» **Problem to work on**
Filter the listing below down to the lines containing the word "Black".

-.-.-

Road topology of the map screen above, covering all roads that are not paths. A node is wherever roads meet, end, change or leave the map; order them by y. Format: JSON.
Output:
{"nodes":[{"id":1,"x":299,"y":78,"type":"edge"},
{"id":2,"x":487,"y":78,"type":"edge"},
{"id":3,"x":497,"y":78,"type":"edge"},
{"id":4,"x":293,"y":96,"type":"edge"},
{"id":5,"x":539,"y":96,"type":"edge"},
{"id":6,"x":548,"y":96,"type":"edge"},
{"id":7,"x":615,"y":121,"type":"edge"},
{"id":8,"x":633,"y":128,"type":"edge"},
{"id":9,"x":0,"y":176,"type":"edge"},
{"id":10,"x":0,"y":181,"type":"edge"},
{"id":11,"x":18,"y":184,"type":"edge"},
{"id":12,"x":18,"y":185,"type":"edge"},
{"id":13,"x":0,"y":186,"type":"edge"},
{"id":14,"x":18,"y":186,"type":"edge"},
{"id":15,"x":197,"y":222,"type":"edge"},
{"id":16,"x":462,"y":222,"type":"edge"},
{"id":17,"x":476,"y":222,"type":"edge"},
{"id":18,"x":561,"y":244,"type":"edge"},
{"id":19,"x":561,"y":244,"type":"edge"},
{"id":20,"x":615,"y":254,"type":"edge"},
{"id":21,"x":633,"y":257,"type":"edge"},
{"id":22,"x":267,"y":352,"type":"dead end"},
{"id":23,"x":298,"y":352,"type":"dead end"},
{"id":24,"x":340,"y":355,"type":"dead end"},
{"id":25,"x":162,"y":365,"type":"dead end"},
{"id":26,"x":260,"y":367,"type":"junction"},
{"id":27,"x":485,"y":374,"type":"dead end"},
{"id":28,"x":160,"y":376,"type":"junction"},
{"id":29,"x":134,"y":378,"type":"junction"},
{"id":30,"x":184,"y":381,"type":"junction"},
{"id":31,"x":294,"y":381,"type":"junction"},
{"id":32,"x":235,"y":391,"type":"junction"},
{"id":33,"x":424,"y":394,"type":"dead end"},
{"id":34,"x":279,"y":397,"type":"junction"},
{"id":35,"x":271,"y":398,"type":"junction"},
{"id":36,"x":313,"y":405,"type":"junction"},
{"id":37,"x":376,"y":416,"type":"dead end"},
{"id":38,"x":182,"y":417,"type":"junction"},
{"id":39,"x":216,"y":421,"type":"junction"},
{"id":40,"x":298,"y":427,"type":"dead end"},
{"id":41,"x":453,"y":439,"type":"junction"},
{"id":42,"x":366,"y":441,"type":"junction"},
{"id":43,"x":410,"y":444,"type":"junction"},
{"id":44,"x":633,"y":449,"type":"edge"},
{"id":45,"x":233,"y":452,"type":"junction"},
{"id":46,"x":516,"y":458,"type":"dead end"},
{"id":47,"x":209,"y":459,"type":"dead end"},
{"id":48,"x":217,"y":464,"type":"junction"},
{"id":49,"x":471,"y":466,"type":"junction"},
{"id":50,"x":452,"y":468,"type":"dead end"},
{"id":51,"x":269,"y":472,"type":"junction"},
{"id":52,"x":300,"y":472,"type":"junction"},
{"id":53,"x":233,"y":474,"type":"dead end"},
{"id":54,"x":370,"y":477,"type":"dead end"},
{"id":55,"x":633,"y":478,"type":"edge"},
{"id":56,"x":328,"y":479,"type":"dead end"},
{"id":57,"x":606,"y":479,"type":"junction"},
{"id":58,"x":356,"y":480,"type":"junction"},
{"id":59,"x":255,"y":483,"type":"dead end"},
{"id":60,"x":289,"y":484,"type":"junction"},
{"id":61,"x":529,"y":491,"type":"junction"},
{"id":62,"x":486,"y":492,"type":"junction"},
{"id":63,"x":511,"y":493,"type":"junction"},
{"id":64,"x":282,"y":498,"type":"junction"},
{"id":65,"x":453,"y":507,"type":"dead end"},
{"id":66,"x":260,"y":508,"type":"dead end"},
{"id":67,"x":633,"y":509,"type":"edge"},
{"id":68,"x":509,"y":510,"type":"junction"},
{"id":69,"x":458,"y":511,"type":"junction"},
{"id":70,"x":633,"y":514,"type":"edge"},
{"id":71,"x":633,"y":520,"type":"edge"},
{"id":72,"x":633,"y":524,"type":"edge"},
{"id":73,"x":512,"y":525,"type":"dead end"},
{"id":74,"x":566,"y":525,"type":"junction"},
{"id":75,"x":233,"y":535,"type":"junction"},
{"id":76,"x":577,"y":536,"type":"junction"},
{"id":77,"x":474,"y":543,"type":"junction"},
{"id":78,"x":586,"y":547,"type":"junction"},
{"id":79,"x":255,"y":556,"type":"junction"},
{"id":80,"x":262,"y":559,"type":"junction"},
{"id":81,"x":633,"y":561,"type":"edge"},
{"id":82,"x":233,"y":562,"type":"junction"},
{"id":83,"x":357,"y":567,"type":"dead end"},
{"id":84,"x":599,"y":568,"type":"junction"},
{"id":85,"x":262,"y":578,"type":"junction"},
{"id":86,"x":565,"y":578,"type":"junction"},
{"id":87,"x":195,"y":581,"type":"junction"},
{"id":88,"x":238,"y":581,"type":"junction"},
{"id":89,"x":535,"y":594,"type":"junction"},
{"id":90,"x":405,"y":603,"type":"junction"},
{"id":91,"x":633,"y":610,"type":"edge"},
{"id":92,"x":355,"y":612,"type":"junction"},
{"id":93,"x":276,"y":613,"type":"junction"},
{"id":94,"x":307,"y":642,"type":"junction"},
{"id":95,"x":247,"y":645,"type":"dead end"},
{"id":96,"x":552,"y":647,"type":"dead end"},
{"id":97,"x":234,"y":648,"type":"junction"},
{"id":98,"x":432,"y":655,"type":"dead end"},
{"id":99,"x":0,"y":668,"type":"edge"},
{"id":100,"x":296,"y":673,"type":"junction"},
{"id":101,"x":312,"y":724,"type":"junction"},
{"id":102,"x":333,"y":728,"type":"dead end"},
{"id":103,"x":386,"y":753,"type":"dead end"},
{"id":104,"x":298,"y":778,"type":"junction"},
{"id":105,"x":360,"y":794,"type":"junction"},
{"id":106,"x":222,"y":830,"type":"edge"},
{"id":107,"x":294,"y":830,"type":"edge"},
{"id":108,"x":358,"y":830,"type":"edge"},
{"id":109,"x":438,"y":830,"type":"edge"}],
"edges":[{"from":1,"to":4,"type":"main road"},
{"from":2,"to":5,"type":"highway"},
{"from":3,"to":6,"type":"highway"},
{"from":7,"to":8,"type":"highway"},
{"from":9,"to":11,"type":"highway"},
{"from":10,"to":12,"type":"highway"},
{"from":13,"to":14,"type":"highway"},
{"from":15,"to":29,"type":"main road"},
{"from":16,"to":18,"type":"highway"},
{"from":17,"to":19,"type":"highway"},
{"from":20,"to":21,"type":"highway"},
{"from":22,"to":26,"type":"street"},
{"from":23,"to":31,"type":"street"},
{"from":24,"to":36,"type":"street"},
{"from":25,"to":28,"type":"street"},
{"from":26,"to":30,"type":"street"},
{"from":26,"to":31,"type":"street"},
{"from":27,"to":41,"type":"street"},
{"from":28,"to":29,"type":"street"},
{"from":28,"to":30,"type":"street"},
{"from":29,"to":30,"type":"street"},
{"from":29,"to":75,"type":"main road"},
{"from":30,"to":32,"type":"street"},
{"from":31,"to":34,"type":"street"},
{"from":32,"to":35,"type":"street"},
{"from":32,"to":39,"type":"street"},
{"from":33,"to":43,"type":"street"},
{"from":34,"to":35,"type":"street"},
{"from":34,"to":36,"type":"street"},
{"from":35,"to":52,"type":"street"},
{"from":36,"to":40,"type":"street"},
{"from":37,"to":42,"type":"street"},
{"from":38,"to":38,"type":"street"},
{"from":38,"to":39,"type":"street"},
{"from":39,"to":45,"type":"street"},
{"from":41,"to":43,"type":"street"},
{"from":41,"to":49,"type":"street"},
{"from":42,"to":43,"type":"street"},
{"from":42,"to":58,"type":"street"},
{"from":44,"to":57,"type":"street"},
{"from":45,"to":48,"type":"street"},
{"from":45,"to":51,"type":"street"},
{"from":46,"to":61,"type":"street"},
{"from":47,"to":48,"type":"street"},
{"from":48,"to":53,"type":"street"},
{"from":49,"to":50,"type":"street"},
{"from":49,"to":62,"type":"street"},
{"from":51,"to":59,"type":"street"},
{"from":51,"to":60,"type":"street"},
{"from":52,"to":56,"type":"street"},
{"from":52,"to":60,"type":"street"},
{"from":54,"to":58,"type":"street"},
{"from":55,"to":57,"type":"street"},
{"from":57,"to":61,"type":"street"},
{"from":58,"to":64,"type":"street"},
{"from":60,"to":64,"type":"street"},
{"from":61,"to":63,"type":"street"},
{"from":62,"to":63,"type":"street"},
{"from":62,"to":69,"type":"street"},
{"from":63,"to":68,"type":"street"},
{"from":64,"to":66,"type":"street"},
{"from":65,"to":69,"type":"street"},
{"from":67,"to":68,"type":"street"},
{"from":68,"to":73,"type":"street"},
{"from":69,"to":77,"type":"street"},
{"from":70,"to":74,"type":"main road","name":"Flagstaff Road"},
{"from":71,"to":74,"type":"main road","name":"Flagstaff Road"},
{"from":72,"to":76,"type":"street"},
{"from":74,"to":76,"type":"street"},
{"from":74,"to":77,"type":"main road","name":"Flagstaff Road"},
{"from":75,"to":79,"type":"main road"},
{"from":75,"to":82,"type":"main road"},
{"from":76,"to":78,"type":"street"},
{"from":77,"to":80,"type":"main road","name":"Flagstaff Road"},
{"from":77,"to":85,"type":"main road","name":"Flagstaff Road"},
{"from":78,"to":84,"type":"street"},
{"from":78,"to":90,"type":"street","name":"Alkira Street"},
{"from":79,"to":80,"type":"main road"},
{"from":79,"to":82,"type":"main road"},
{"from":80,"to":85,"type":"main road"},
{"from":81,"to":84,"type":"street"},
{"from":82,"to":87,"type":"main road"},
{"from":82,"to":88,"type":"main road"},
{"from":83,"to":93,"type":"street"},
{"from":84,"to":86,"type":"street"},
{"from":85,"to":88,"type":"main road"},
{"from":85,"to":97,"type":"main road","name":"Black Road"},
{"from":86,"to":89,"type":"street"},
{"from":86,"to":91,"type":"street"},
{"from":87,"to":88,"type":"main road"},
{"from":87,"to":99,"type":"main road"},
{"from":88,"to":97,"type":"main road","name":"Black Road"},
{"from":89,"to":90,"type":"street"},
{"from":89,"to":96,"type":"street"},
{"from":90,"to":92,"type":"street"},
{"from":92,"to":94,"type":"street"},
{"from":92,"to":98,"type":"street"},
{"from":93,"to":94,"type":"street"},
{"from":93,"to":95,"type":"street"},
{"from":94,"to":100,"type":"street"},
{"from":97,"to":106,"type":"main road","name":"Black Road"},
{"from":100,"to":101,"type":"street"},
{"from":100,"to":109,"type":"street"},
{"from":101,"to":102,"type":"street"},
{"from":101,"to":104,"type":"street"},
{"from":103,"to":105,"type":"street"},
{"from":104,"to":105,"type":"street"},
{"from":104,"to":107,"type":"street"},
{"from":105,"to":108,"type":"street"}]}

-.-.-

» **Solved problem**
{"from":85,"to":97,"type":"main road","name":"Black Road"},
{"from":88,"to":97,"type":"main road","name":"Black Road"},
{"from":97,"to":106,"type":"main road","name":"Black Road"},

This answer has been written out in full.